Manusia Ikan panik setelah mendengar anak buah Big Mom datang untuk mengambil permen. Mereka tidak memiliki permen yang tersisa setelah pabrik mereka dihancurkan dan mereka menggunakan permen yang bagus dalam perjamuan. Sekarang mereka tidak memiliki persembahan dan khawatir jika Bog Mom akan menghancurkan pulau mereka.


Mereka pergi keluar dan Topi Jerami mengikuti mereka karena merekalah yang memakan permen. Mereka bertemu Baron Tamago, seorang anggota suku berkaki panjang dengan setelan setengah telur, dan Pekoms, seekor singa cerpelai. Mereka agak terkenal di antara semua bawahan Big Mom.


"Baron Tamago, kami sangat menyesal, tetapi kami tidak dapat menyediakan permen bulan ini sekarang." -Minister of The Left


"Apa yang kamu katakan-bon?"-Tamago


"Ada beberapa masalah yang terjadi kemarin." - Menteri Kiri


Menteri Kiri mencoba membujuk Tamago & Pekoms tentang permen itu. Dia mengatakan pabrik telah hancur dan mereka akan membutuhkan 2 minggu untuk membangunnya kembali. Tamago mengatakan mereka membutuhkannya sekarang, atau Big Mom akan menghancurkan pulau ini.

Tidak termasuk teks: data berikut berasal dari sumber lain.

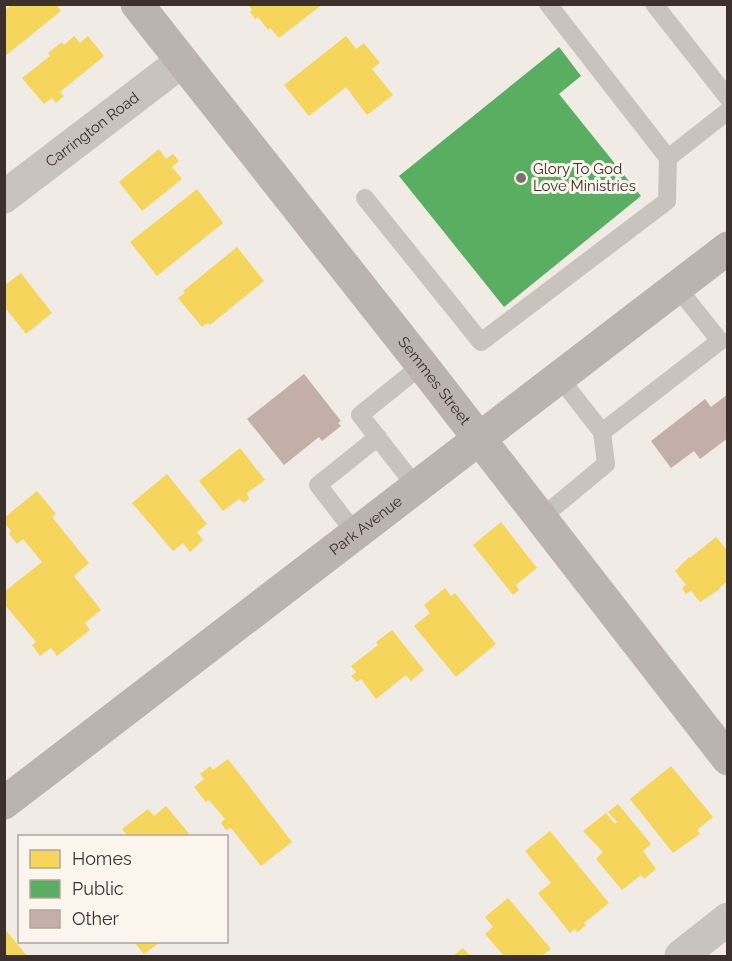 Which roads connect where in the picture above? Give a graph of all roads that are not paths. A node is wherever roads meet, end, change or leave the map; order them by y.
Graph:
1 (137, 4) edge
2 (548, 4) edge
3 (654, 4) edge
4 (181, 62) junction
5 (728, 98) edge
6 (728, 111) edge
7 (668, 158) junction
8 (4, 197) edge
9 (365, 198) dead end
10 (728, 248) edge
11 (676, 286) junction
12 (724, 339) edge
13 (422, 365) junction
14 (559, 377) junction
15 (602, 432) junction
16 (378, 437) junction
17 (479, 440) junction
18 (417, 488) junction
19 (541, 518) junction
20 (356, 534) junction
21 (728, 759) edge
22 (4, 802) edge
23 (728, 919) edge
24 (681, 957) edge

1 - 4 main road, Semmes Street
2 - 7 lane
3 - 5 lane
4 - 8 street, Carrington Road
4 - 13 main road, Semmes Street
6 - 7 lane
7 - 9 lane
10 - 11 main road, Park Avenue
11 - 12 lane
11 - 14 main road, Park Avenue
12 - 15 lane
13 - 16 lane
13 - 17 main road, Semmes Street
14 - 15 lane
14 - 17 main road, Park Avenue
15 - 19 lane
16 - 18 lane
16 - 20 lane
17 - 18 main road, Park Avenue
17 - 19 main road, Semmes Street
18 - 20 main road, Park Avenue
19 - 21 main road, Semmes Street
20 - 22 main road, Park Avenue
23 - 24 street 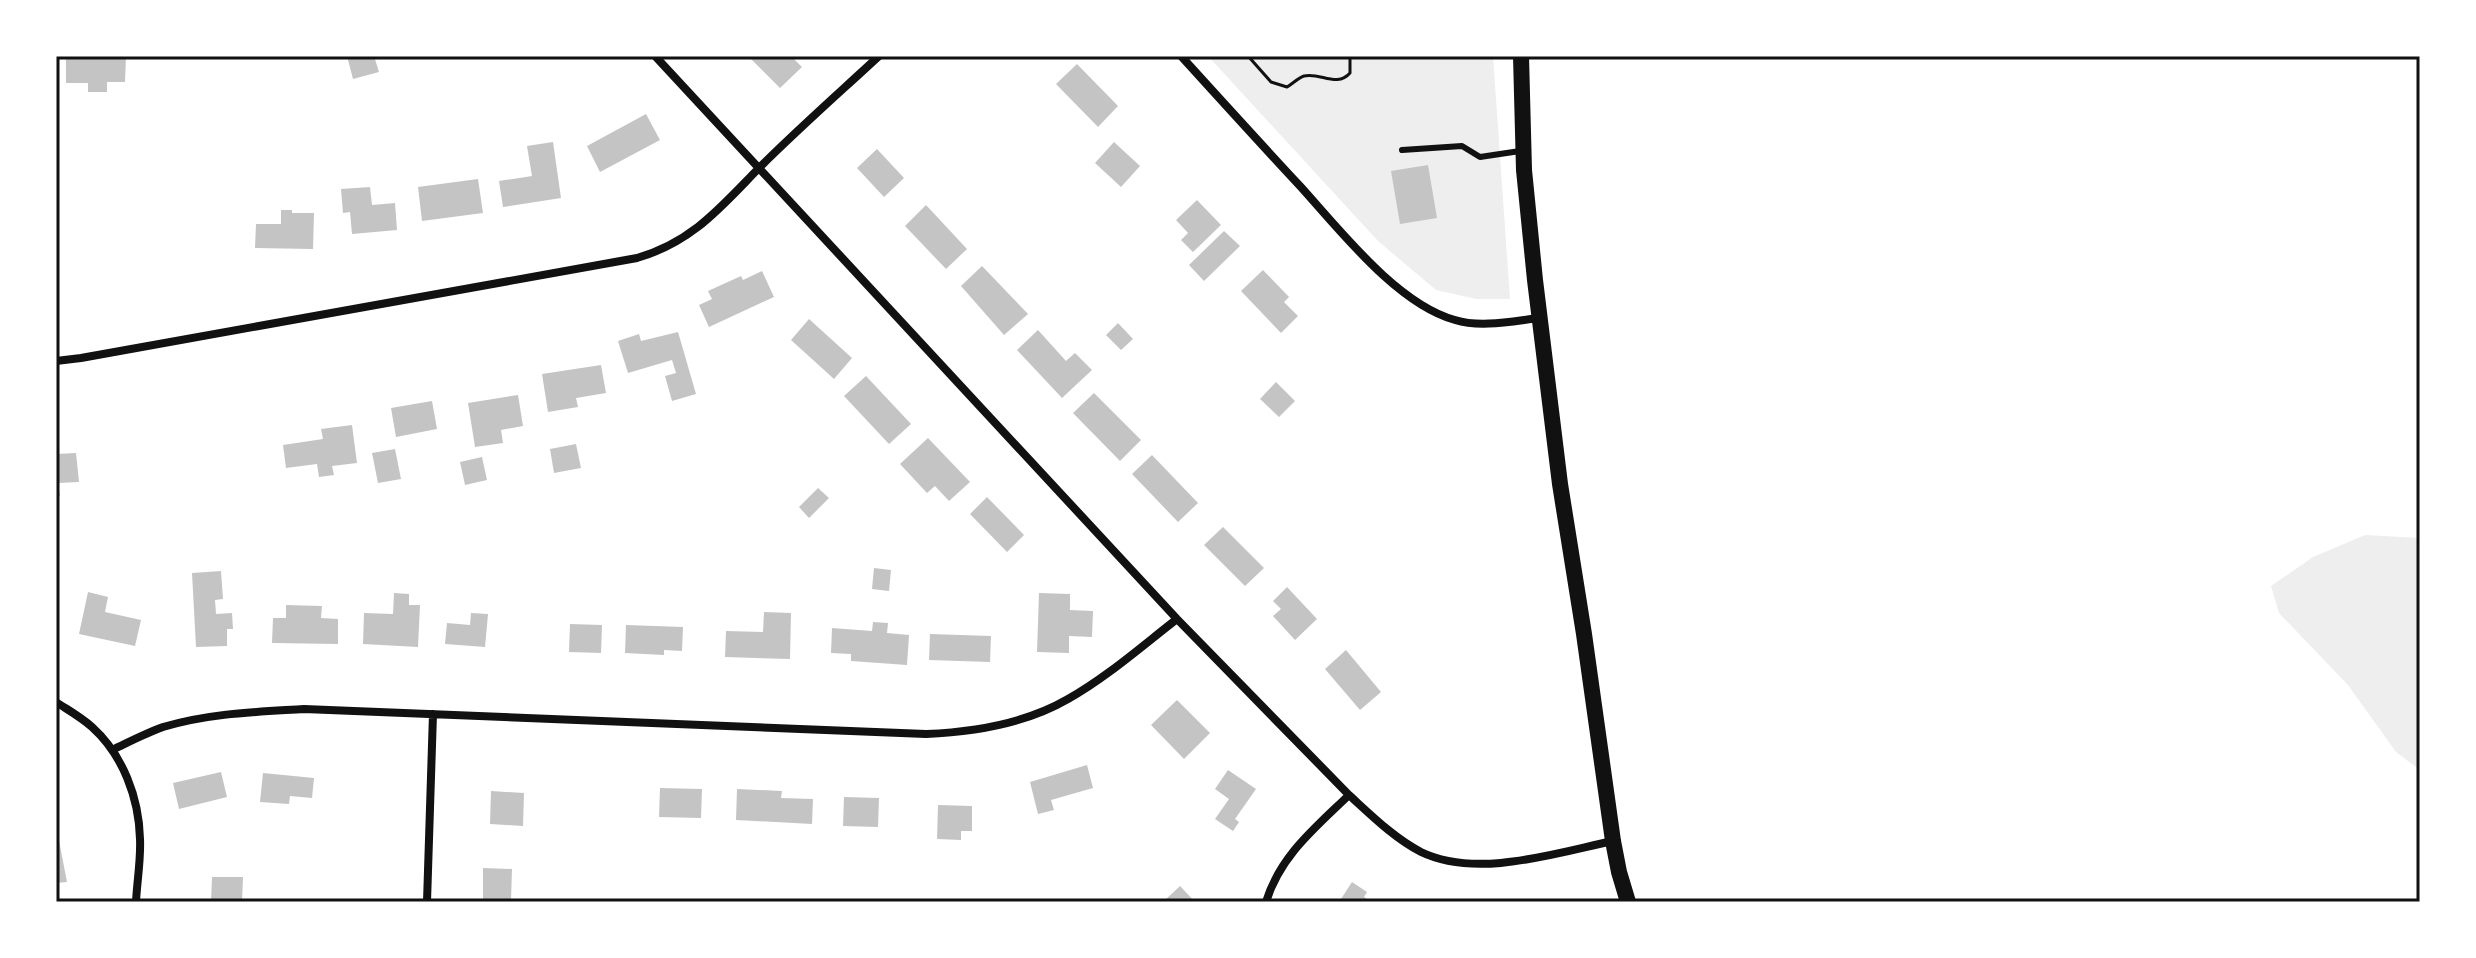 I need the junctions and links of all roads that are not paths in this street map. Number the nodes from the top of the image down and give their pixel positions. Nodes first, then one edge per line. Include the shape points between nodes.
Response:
1 (655, 56) edge
2 (879, 56) edge
3 (1181, 56) edge
4 (1521, 56) edge
5 (1402, 150) dead end
6 (1524, 151) junction
7 (758, 169) junction
8 (1539, 318) junction
9 (56, 361) edge
10 (1177, 619) junction
11 (56, 702) edge
12 (433, 714) junction
13 (112, 750) junction
14 (1349, 795) junction
15 (1613, 841) junction
16 (136, 902) edge
17 (427, 902) edge
18 (1266, 902) edge
19 (1628, 902) edge

1 - 7 street
2 - 7 street
3 - 8 street via 1407,296 1454,320 1499,323
4 - 6 main road
5 - 6 lane via 1462,146 1480,157
6 - 8 main road
7 - 9 street via 680,241 637,258
7 - 10 street
8 - 15 main road
10 - 12 street via 1068,699 979,729 926,734
10 - 14 street
11 - 13 street via 89,723
12 - 13 street via 304,709 218,714 159,728
12 - 17 street
13 - 16 street via 131,787 137,813
14 - 15 street via 1420,851 1457,863 1515,862
14 - 18 street via 1290,853
15 - 19 main road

"Kamu seharusnya tahu apa yang akan terjadi jika Mama marah-jour." -Tamago


"I-itu..." -Menteri Kiri


"Ah maaf, aku yang memakan permen itu. Sangat enak." -Luffy smile


Luffy tiba-tiba mengatakan bahwa dialah yang memakan permen, mengejutkan para Fishman dan anak buah Big Mom. Tamago kemudian menjelaskan tentang kesepakatan perlindungan Big Mom untuk 10 ton permen. Pekoms juga tampaknya menelepon seseorang dan menginformasikan tentang kekurangan permen.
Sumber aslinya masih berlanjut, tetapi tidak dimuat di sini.